[Dataset entries]
[Start of section]
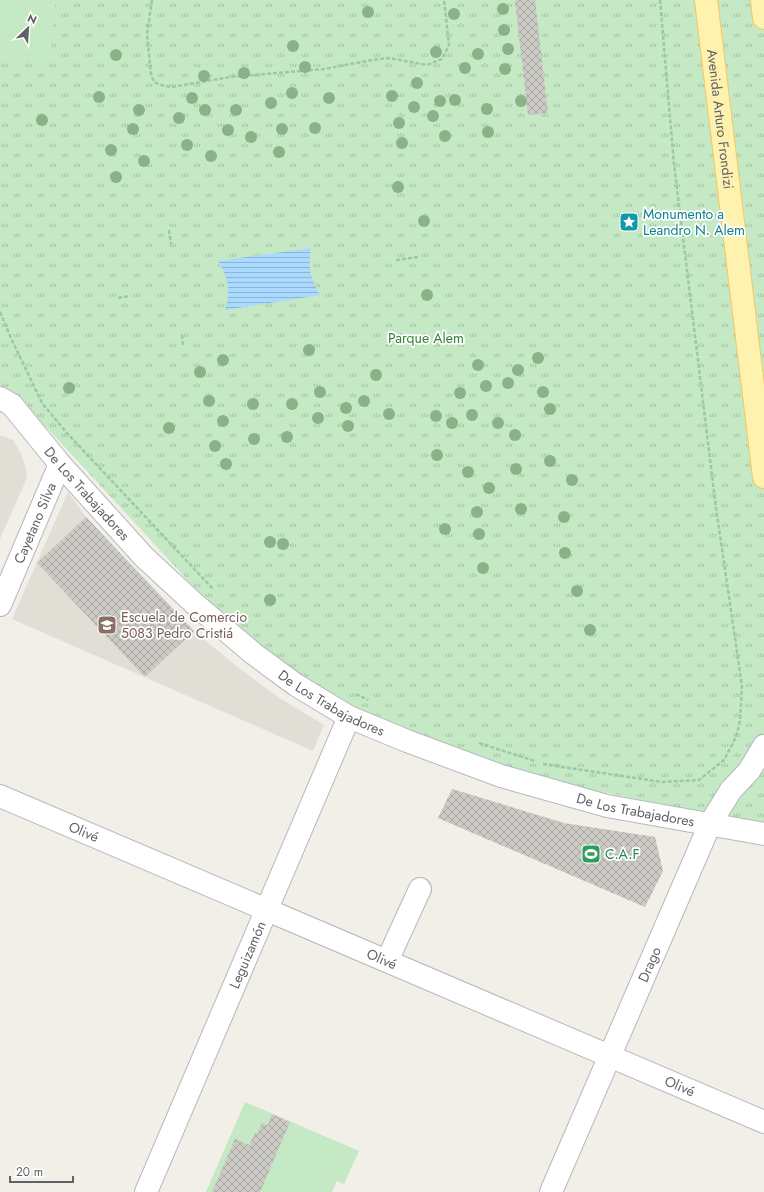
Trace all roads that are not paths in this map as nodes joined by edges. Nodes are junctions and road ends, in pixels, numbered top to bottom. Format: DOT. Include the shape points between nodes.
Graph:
graph roads {
  1 [pos="706,0"];
  2 [pos="762,0"];
  3 [pos="764,18"];
  4 [pos="0,385"];
  5 [pos="6,401"];
  6 [pos="60,464"];
  7 [pos="764,477"];
  8 [pos="0,605"];
  9 [pos="349,717"];
  10 [pos="764,746"];
  11 [pos="0,796"];
  12 [pos="710,824"];
  13 [pos="764,834"];
  14 [pos="420,889"];
  15 [pos="267,910"];
  16 [pos="387,961"];
  17 [pos="610,1056"];
  18 [pos="764,1122"];
  19 [pos="146,1192"];
  20 [pos="551,1192"];
  1 -- 7 [label="main road, Avenida Arturo Frondizi"];
  2 -- 3 [label="main road"];
  4 -- 5 [label="street, De Los Trabajadores"];
  5 -- 6 [label="street, De Los Trabajadores"];
  6 -- 8 [label="street, Cayetano Silva"];
  6 -- 9 [label="street, De Los Trabajadores" via="144,557 197,606 254,654"];
  9 -- 12 [label="street, De Los Trabajadores" via="501,776 607,806"];
  9 -- 15 [label="street, Leguizamón"];
  10 -- 12 [label="street, Drago" via="749,771 730,790"];
  11 -- 15 [label="street, Olivé"];
  12 -- 13 [label="street, De Los Trabajadores"];
  12 -- 17 [label="street, Drago"];
  14 -- 16 [label="street"];
  15 -- 16 [label="street, Olivé"];
  15 -- 19 [label="street, Leguizamón"];
  16 -- 17 [label="street, Olivé"];
  17 -- 18 [label="street, Olivé"];
  17 -- 20 [label="street, Drago"];
}
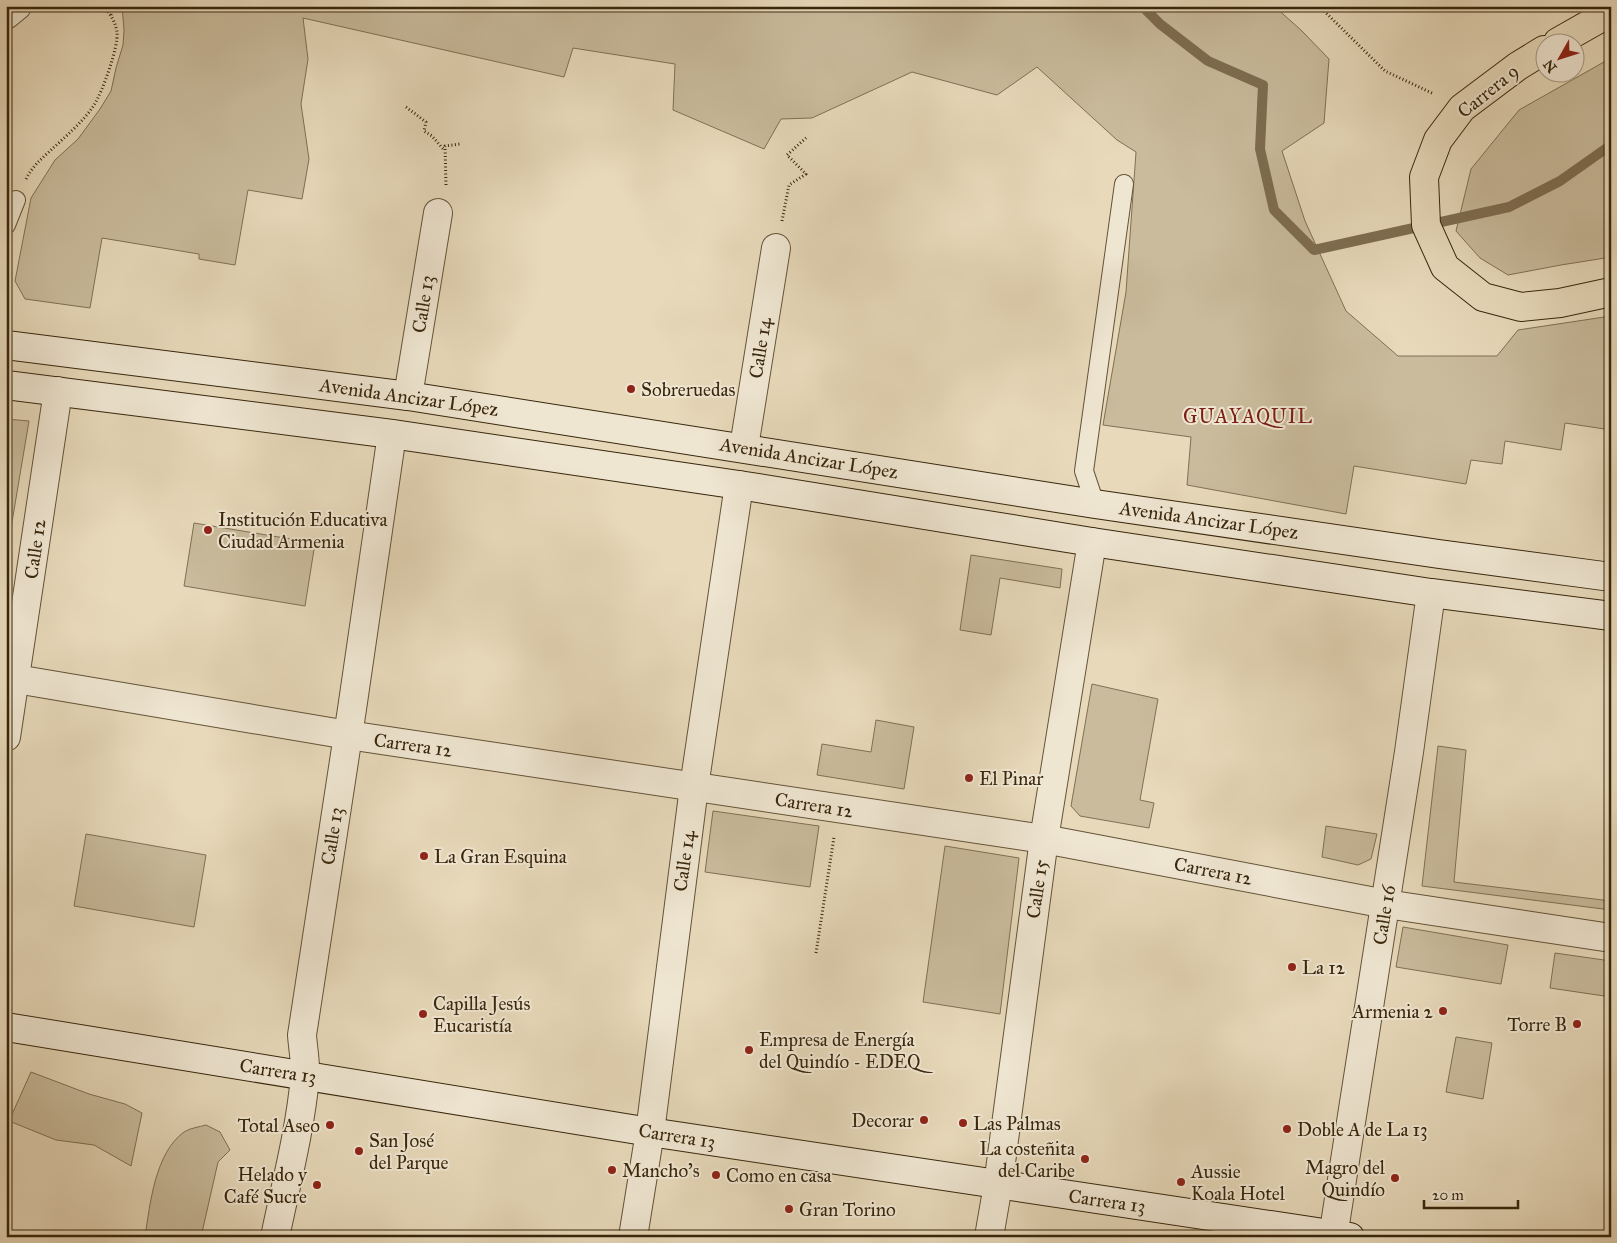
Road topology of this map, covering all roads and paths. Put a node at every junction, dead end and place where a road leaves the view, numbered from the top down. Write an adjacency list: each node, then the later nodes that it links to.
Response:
1 (16, 6): 6 (street)
2 (101, 6): 7 (path)
3 (114, 6): 7 (path)
4 (1319, 6): 11 (path)
5 (1611, 12): 8 (main road)
6 (6, 15)
7 (111, 15): 16 (path)
8 (1576, 32)
9 (1534, 56): 11 (main road, Carrera 9)
10 (406, 107): 14 (path)
11 (1462, 108): 20 (main road, Carrera 9)
12 (807, 137): 19 (path)
13 (460, 144): 14 (path)
14 (445, 150): 17 (path)
15 (1124, 184): 28 (lane)
16 (16, 200): 18 (lane)
17 (438, 213): 24 (street, Calle 13)
18 (6, 225)
19 (776, 248): 26 (street, Calle 14)
20 (1611, 292)
21 (6, 346): 24 (street, Avenida Ancizar López)
22 (6, 385): 23 (street, Avenida Ancizar López)
23 (58, 391): 25 (street, Avenida Ancizar López); 33 (street, Calle 12)
24 (408, 396): 26 (street, Avenida Ancizar López)
25 (392, 434): 27 (street, Avenida Ancizar López); 34 (street, Calle 13)
26 (744, 447): 28 (street, Avenida Ancizar López)
27 (739, 485): 29 (street, Avenida Ancizar López); 36 (street, Calle 14)
28 (1095, 504): 30 (street, Avenida Ancizar López)
29 (1092, 542): 31 (street, Avenida Ancizar López); 38 (street, Calle 15)
30 (1611, 577)
31 (1431, 593): 32 (street, Avenida Ancizar López); 39 (street, Calle 16)
32 (1611, 616)
33 (16, 679): 34 (street, Carrera 12); 35 (street, Calle 12)
34 (348, 736): 36 (street, Carrera 12); 43 (street, Calle 13)
35 (6, 737)
36 (694, 787): 37 (street, Carrera 12); 44 (street, Calle 14)
37 (838, 808): 38 (street, Carrera 12); 41 (path)
38 (1044, 839): 39 (street, Carrera 12); 45 (street, Calle 15)
39 (1386, 904): 40 (street, Carrera 12); 46 (street, Calle 16)
40 (1611, 938)
41 (816, 953)
42 (6, 1027): 43 (street, Carrera 13)
43 (305, 1075): 44 (street, Carrera 13); 47 (street, Calle 13)
44 (650, 1132): 45 (street, Carrera 13); 48 (street, Calle 14)
45 (998, 1185): 46 (street, Carrera 13); 49 (street, Calle 15)
46 (1339, 1236)
47 (275, 1237)
48 (633, 1237)
49 (989, 1237)

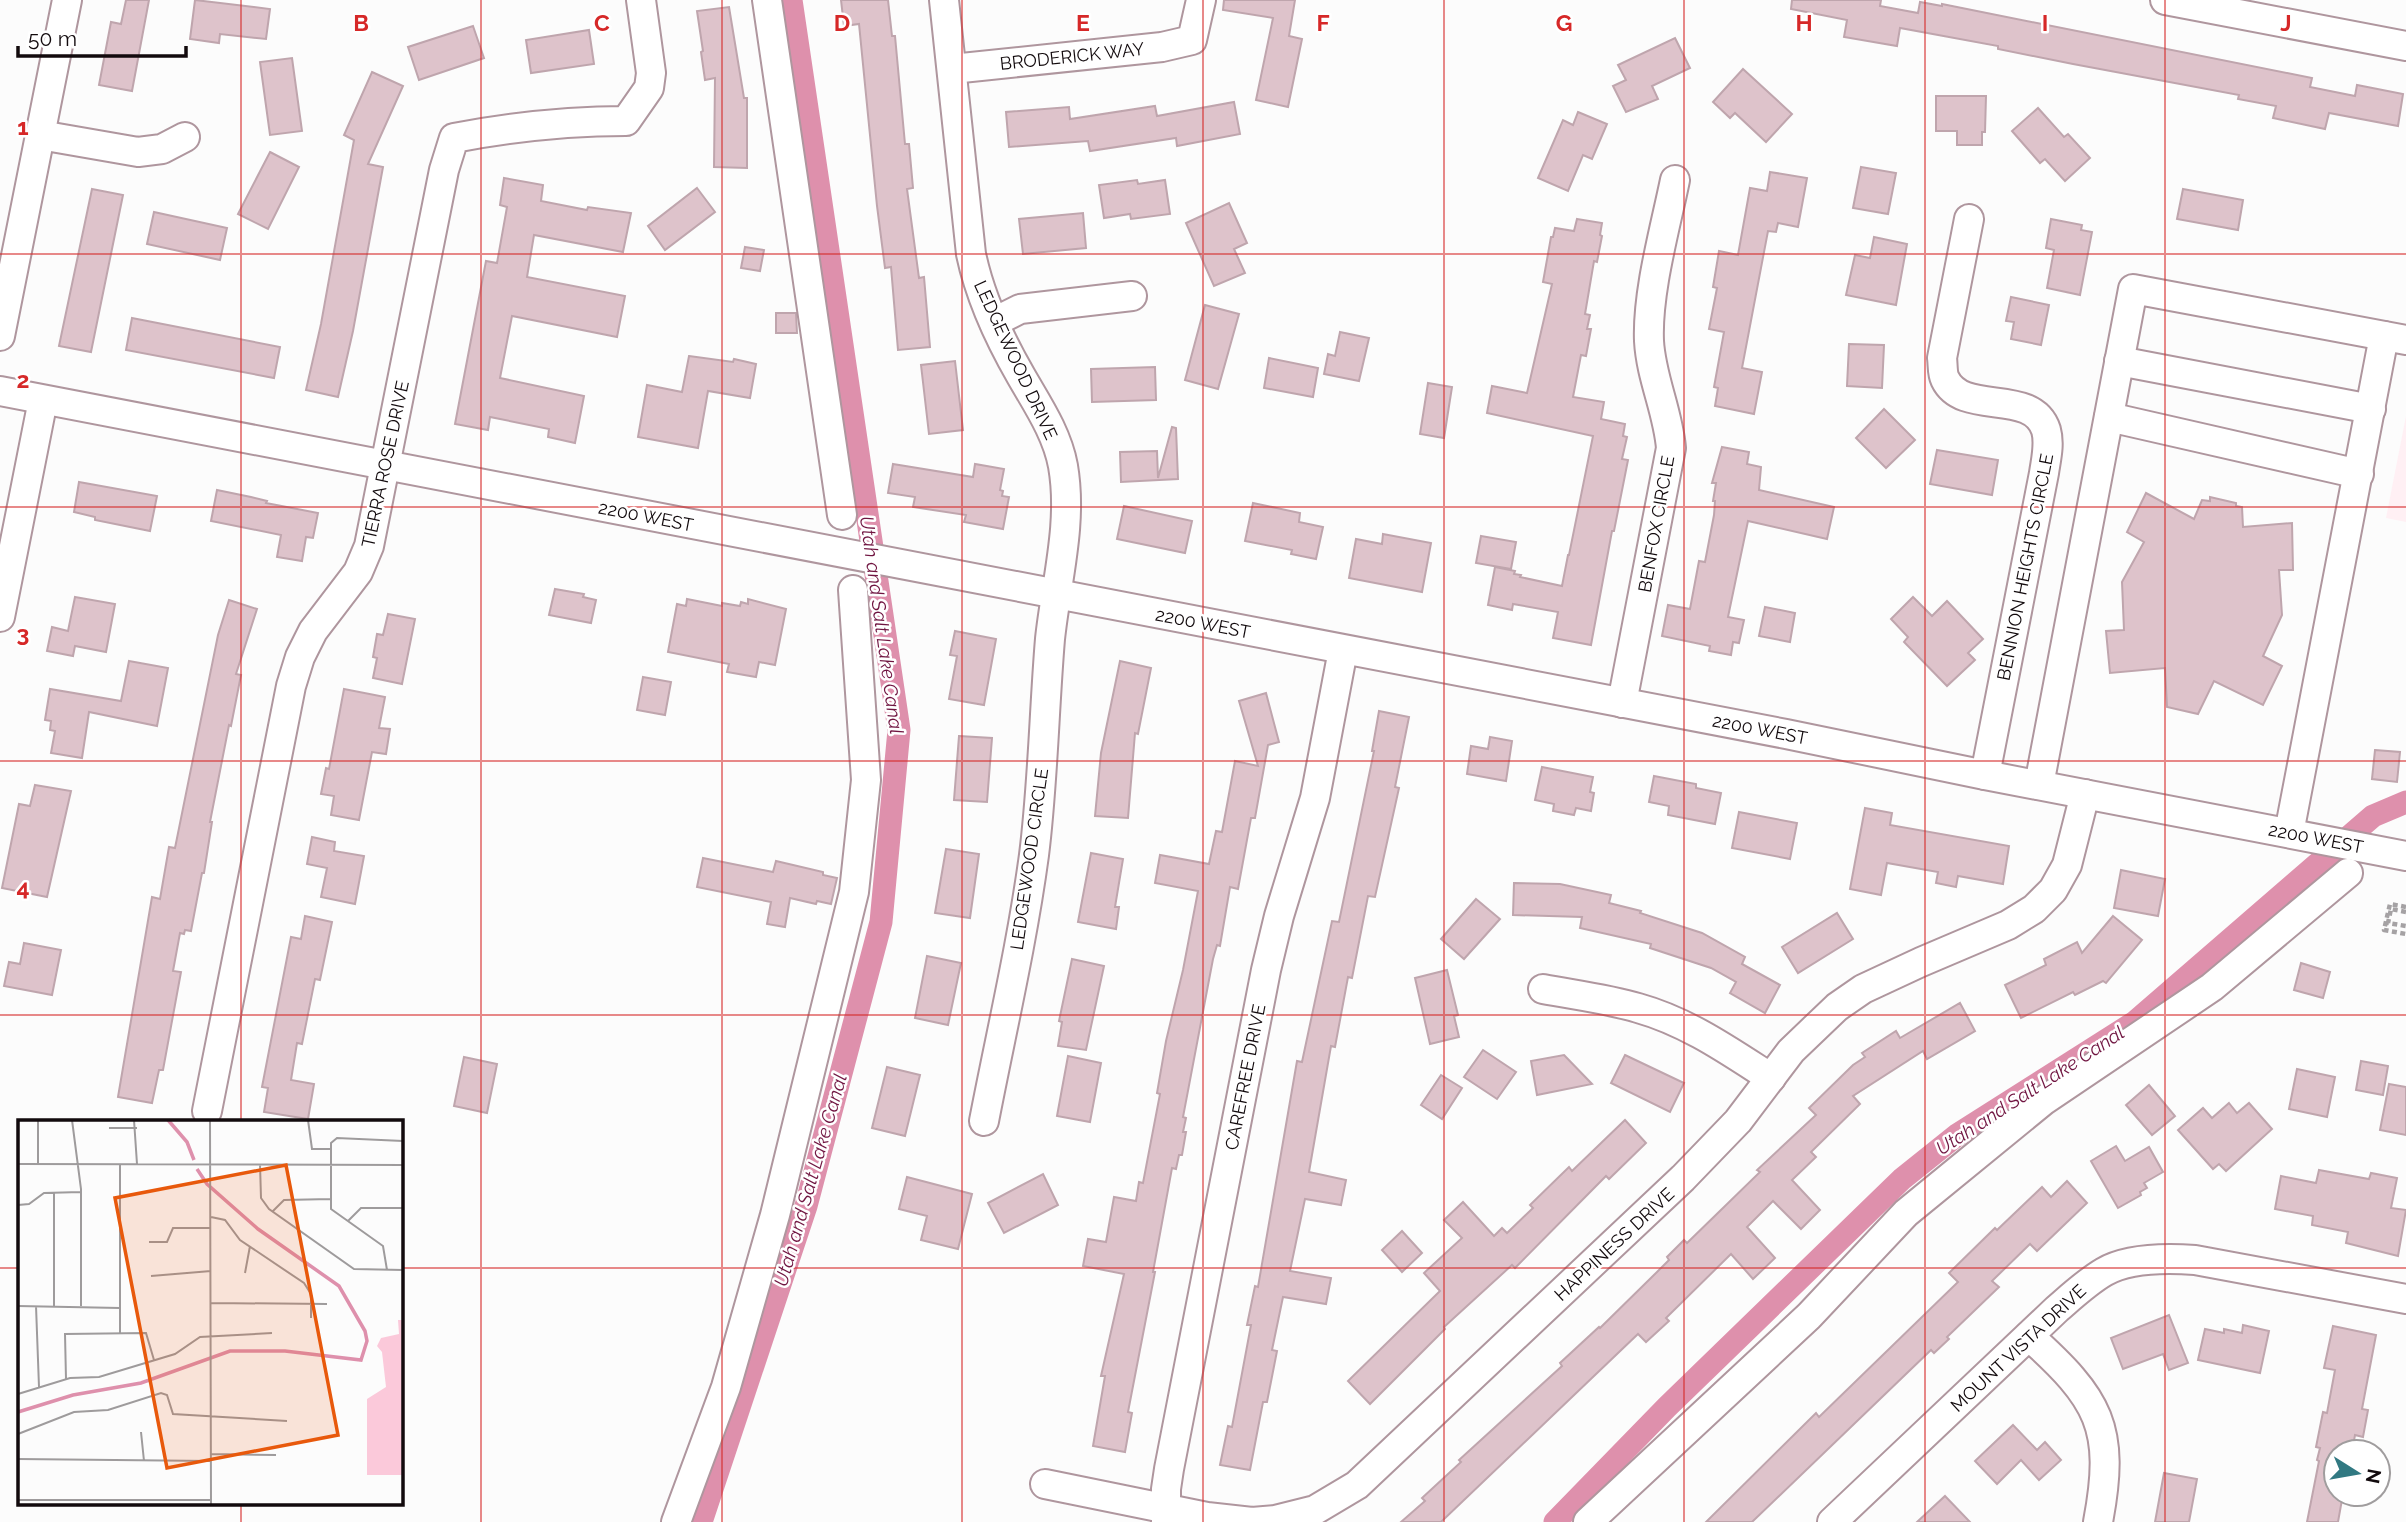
[End of section]
** Assigned task **
Once you have identified the lines above that contain "Olivé", copy each of them.

** Exercise output **
  11 -- 15 [label="street, Olivé"];
  15 -- 16 [label="street, Olivé"];
  16 -- 17 [label="street, Olivé"];
  17 -- 18 [label="street, Olivé"];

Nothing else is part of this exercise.